(Collected data entries)

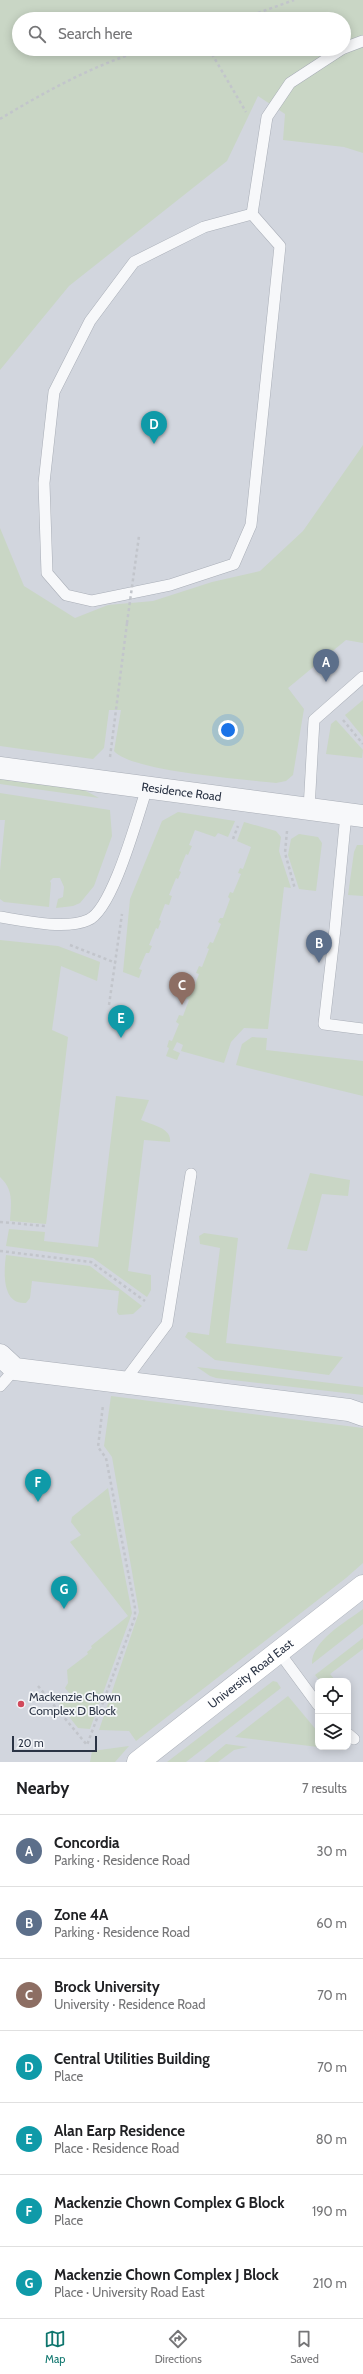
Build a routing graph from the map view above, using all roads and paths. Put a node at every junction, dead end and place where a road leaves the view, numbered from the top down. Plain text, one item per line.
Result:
1 (294, 0) edge
2 (261, 12) edge
3 (363, 41) edge
4 (351, 45) edge
5 (123, 56) edge
6 (213, 56) edge
7 (331, 56) edge
8 (0, 118) edge
9 (263, 141) junction
10 (252, 214) junction
11 (139, 536) dead end
12 (363, 677) edge
13 (340, 717) dead end
14 (363, 744) edge
15 (0, 768) edge
16 (106, 782) junction
17 (147, 788) junction
18 (309, 809) junction
19 (354, 815) edge
20 (239, 822) dead end
21 (288, 823) dead end
22 (233, 839) dead end
23 (295, 889) dead end
24 (123, 911) dead end
25 (0, 917) edge
26 (64, 943) dead end
27 (116, 964) junction
28 (109, 1005) dead end
29 (363, 1029) edge
30 (191, 1174) dead end
31 (0, 1222) edge
32 (45, 1226) dead end
33 (0, 1251) edge
34 (145, 1301) dead end
35 (8, 1362) edge
36 (114, 1382) junction
37 (0, 1386) edge
38 (358, 1411) edge
39 (363, 1586) edge
40 (279, 1652) junction
41 (38, 1686) dead end
42 (315, 1701) edge
43 (138, 1762) edge

1 - 2 path
3 - 4 lane
5 - 8 path
6 - 9 path
7 - 9 lane
9 - 10 lane
10 - 10 lane
11 - 16 path, bridge
12 - 18 lane
13 - 14 path
15 - 16 street, Residence Road
16 - 17 street, Residence Road
17 - 18 street, Residence Road
17 - 25 lane
18 - 19 street, Residence Road
19 - 29 lane
20 - 22 path
21 - 23 path
24 - 27 path
26 - 27 path
27 - 28 path
30 - 36 lane
31 - 32 path
33 - 34 path
35 - 36 street
35 - 37 lane
36 - 38 street
36 - 41 path
39 - 40 street, University Road East
40 - 42 lane
40 - 43 street, University Road East

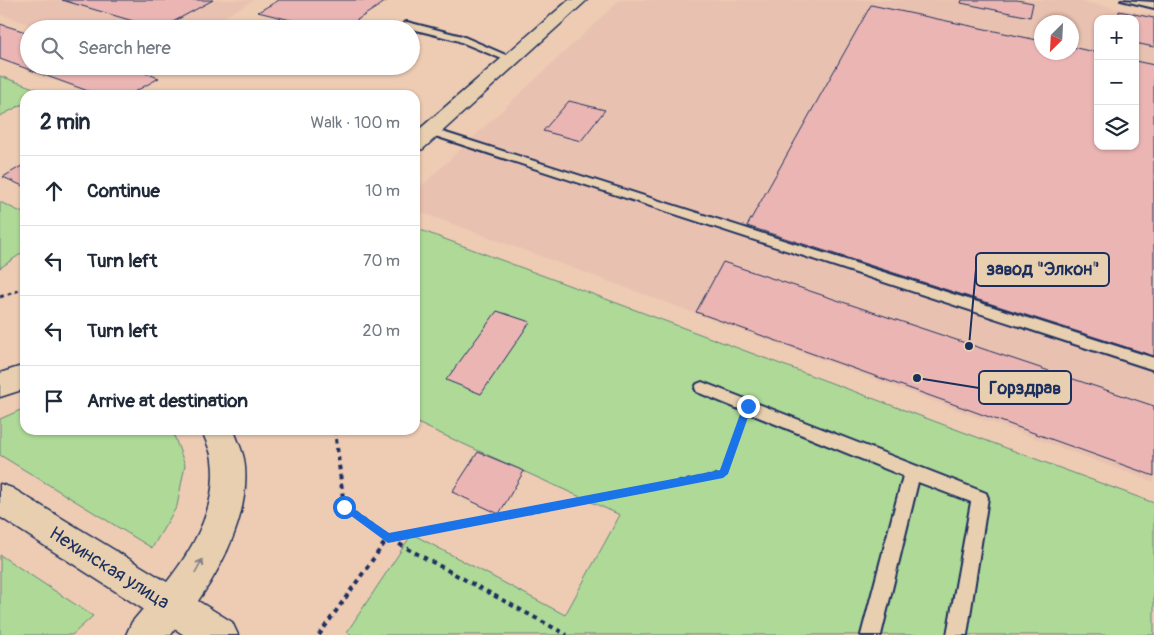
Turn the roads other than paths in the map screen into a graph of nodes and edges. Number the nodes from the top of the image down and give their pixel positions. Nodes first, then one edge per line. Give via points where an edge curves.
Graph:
1 (579, 0) edge
2 (1125, 0) edge
3 (1154, 6) edge
4 (420, 28) edge
5 (510, 59) junction
6 (430, 131) junction
7 (420, 140) edge
8 (1154, 364) edge
9 (20, 379) edge
10 (0, 385) edge
11 (702, 388) dead end
12 (220, 435) edge
13 (912, 472) junction
14 (0, 499) edge
15 (172, 606) junction
16 (145, 635) edge
17 (219, 635) edge
18 (871, 635) edge
19 (957, 635) edge

1 - 5 main road
2 - 3 lane
4 - 5 lane via 459,38
5 - 6 main road
6 - 7 main road
6 - 8 lane
9 - 10 main road
11 - 13 lane
15 -> 12 main road via 200,567 218,529 227,493 228,461
13 - 18 lane
13 - 19 lane via 980,498
14 - 15 main road, Нехинская улица
15 - 16 main road
15 - 17 main road, Нехинская улица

§ Exercise aim
None of the pictures should appear, though every line of the data above must be reproduced exactly.

§ Output for this exercise
Build a routing graph from the map view above, using all roads and paths. Put a node at every junction, dead end and place where a road leaves the view, numbered from the top down. Plain text, one item per line.
Result:
1 (294, 0) edge
2 (261, 12) edge
3 (363, 41) edge
4 (351, 45) edge
5 (123, 56) edge
6 (213, 56) edge
7 (331, 56) edge
8 (0, 118) edge
9 (263, 141) junction
10 (252, 214) junction
11 (139, 536) dead end
12 (363, 677) edge
13 (340, 717) dead end
14 (363, 744) edge
15 (0, 768) edge
16 (106, 782) junction
17 (147, 788) junction
18 (309, 809) junction
19 (354, 815) edge
20 (239, 822) dead end
21 (288, 823) dead end
22 (233, 839) dead end
23 (295, 889) dead end
24 (123, 911) dead end
25 (0, 917) edge
26 (64, 943) dead end
27 (116, 964) junction
28 (109, 1005) dead end
29 (363, 1029) edge
30 (191, 1174) dead end
31 (0, 1222) edge
32 (45, 1226) dead end
33 (0, 1251) edge
34 (145, 1301) dead end
35 (8, 1362) edge
36 (114, 1382) junction
37 (0, 1386) edge
38 (358, 1411) edge
39 (363, 1586) edge
40 (279, 1652) junction
41 (38, 1686) dead end
42 (315, 1701) edge
43 (138, 1762) edge

1 - 2 path
3 - 4 lane
5 - 8 path
6 - 9 path
7 - 9 lane
9 - 10 lane
10 - 10 lane
11 - 16 path, bridge
12 - 18 lane
13 - 14 path
15 - 16 street, Residence Road
16 - 17 street, Residence Road
17 - 18 street, Residence Road
17 - 25 lane
18 - 19 street, Residence Road
19 - 29 lane
20 - 22 path
21 - 23 path
24 - 27 path
26 - 27 path
27 - 28 path
30 - 36 lane
31 - 32 path
33 - 34 path
35 - 36 street
35 - 37 lane
36 - 38 street
36 - 41 path
39 - 40 street, University Road East
40 - 42 lane
40 - 43 street, University Road East

Turn the roads other than paths in the map screen into a graph of nodes and edges. Number the nodes from the top of the image down and give their pixel positions. Nodes first, then one edge per line. Give via points where an edge curves.
Graph:
1 (579, 0) edge
2 (1125, 0) edge
3 (1154, 6) edge
4 (420, 28) edge
5 (510, 59) junction
6 (430, 131) junction
7 (420, 140) edge
8 (1154, 364) edge
9 (20, 379) edge
10 (0, 385) edge
11 (702, 388) dead end
12 (220, 435) edge
13 (912, 472) junction
14 (0, 499) edge
15 (172, 606) junction
16 (145, 635) edge
17 (219, 635) edge
18 (871, 635) edge
19 (957, 635) edge

1 - 5 main road
2 - 3 lane
4 - 5 lane via 459,38
5 - 6 main road
6 - 7 main road
6 - 8 lane
9 - 10 main road
11 - 13 lane
15 -> 12 main road via 200,567 218,529 227,493 228,461
13 - 18 lane
13 - 19 lane via 980,498
14 - 15 main road, Нехинская улица
15 - 16 main road
15 - 17 main road, Нехинская улица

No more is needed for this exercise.